What the task asks:
In the records that follow, how many lines contain the word "ROUTE"? Give only that figure.

Provided information:

= Beginning of Section =

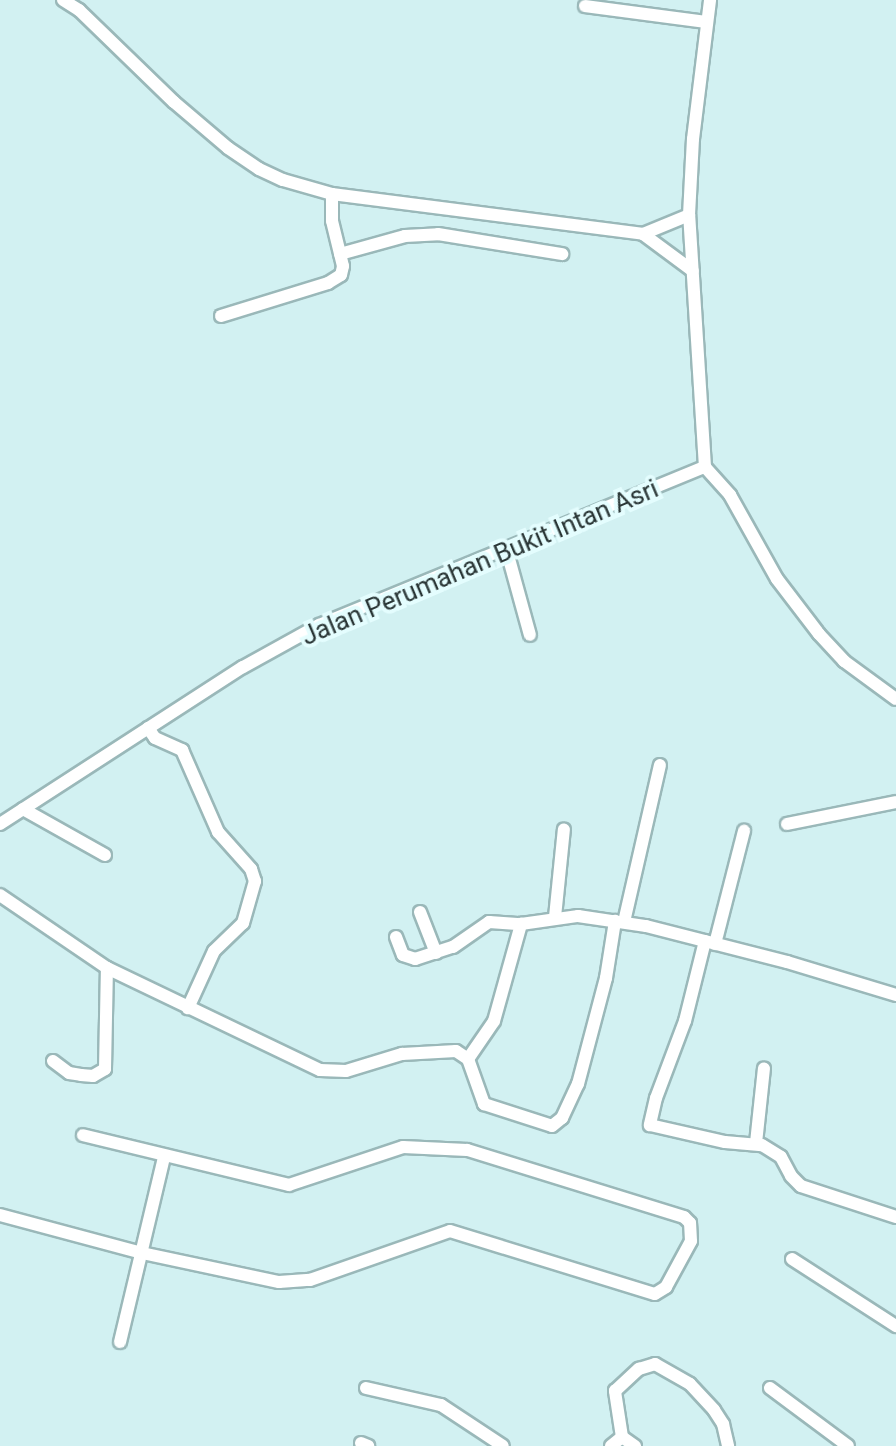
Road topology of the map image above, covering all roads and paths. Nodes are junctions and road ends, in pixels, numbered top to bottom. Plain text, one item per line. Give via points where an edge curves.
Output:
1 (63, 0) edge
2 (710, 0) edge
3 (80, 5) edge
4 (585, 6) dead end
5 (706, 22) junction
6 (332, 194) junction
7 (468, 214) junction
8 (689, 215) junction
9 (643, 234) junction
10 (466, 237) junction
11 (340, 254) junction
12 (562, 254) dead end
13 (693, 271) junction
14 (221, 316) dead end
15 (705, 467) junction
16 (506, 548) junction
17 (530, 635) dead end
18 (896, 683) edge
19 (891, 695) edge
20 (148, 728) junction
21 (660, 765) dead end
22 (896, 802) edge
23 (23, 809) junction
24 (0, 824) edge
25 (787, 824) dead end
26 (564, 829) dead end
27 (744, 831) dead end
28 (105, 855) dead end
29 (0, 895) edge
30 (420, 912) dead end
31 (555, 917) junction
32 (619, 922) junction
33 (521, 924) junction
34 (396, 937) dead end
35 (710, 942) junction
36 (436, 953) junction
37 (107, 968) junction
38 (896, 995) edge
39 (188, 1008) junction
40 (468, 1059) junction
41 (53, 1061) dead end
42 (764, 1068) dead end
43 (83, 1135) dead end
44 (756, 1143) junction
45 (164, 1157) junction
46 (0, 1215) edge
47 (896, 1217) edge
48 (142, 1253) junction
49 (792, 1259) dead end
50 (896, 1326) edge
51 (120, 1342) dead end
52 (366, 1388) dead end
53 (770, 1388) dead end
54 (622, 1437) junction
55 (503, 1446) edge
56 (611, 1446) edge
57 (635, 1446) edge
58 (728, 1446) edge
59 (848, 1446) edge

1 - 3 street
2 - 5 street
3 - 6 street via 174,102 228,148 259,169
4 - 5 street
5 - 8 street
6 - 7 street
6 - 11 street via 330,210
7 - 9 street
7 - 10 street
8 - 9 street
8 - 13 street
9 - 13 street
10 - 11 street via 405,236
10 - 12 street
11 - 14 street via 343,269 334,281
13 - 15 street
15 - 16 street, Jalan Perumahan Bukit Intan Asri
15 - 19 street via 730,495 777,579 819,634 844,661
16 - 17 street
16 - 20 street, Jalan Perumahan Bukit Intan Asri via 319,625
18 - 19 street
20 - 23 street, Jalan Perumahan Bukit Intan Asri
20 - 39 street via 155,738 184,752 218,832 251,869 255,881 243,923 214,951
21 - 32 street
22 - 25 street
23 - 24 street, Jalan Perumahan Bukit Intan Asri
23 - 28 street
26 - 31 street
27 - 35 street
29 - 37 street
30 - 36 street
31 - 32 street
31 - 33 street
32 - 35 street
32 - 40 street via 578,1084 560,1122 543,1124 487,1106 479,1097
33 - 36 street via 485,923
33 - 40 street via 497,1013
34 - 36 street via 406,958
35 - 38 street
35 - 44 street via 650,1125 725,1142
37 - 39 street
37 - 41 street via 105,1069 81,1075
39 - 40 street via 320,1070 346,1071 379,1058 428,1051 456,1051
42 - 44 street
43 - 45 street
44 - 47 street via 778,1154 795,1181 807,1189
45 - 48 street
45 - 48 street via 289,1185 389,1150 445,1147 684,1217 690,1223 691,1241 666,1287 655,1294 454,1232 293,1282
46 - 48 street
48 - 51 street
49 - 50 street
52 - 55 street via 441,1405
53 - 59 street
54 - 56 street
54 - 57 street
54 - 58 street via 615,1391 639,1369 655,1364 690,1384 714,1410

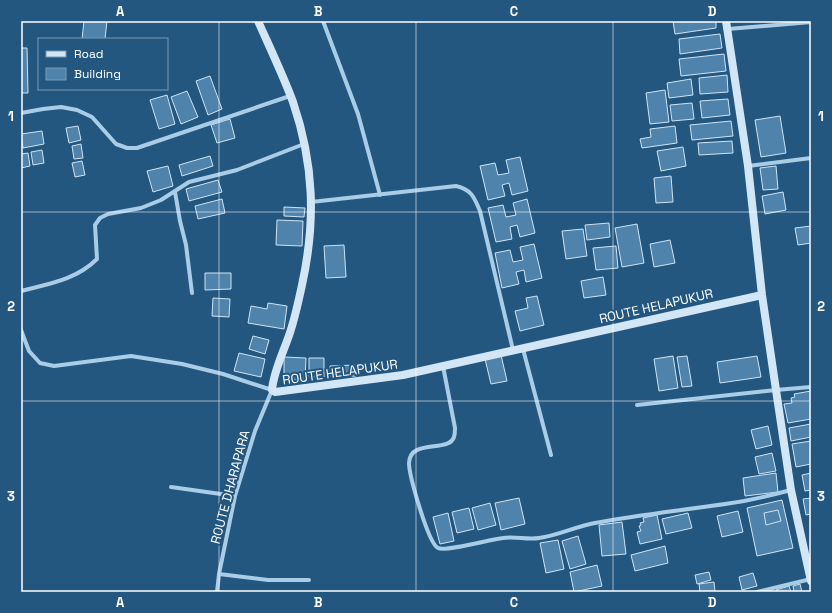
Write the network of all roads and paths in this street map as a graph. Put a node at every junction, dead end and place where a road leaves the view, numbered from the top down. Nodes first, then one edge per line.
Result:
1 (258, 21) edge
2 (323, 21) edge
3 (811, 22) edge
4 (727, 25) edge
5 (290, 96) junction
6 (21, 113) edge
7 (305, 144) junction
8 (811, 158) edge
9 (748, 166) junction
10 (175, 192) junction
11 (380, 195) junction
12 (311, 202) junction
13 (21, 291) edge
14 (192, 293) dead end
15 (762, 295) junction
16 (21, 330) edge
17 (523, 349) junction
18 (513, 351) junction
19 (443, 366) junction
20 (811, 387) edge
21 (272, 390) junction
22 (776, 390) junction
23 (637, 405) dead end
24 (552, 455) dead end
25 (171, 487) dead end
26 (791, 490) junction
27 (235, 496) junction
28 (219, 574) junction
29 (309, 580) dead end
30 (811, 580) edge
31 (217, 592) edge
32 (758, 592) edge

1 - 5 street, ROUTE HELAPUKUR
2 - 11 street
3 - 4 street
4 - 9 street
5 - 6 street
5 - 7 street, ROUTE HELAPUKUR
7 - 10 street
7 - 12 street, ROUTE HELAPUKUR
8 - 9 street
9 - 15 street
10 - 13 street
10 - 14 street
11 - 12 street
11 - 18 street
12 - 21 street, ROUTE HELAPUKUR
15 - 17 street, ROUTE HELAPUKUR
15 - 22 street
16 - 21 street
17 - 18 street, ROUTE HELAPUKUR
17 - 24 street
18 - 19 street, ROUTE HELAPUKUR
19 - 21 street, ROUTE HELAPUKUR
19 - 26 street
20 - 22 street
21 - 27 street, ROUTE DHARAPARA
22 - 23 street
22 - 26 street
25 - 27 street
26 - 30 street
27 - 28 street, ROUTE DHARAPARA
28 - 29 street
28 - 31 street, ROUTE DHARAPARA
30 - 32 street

= End of Section =

Output for this exercise:
11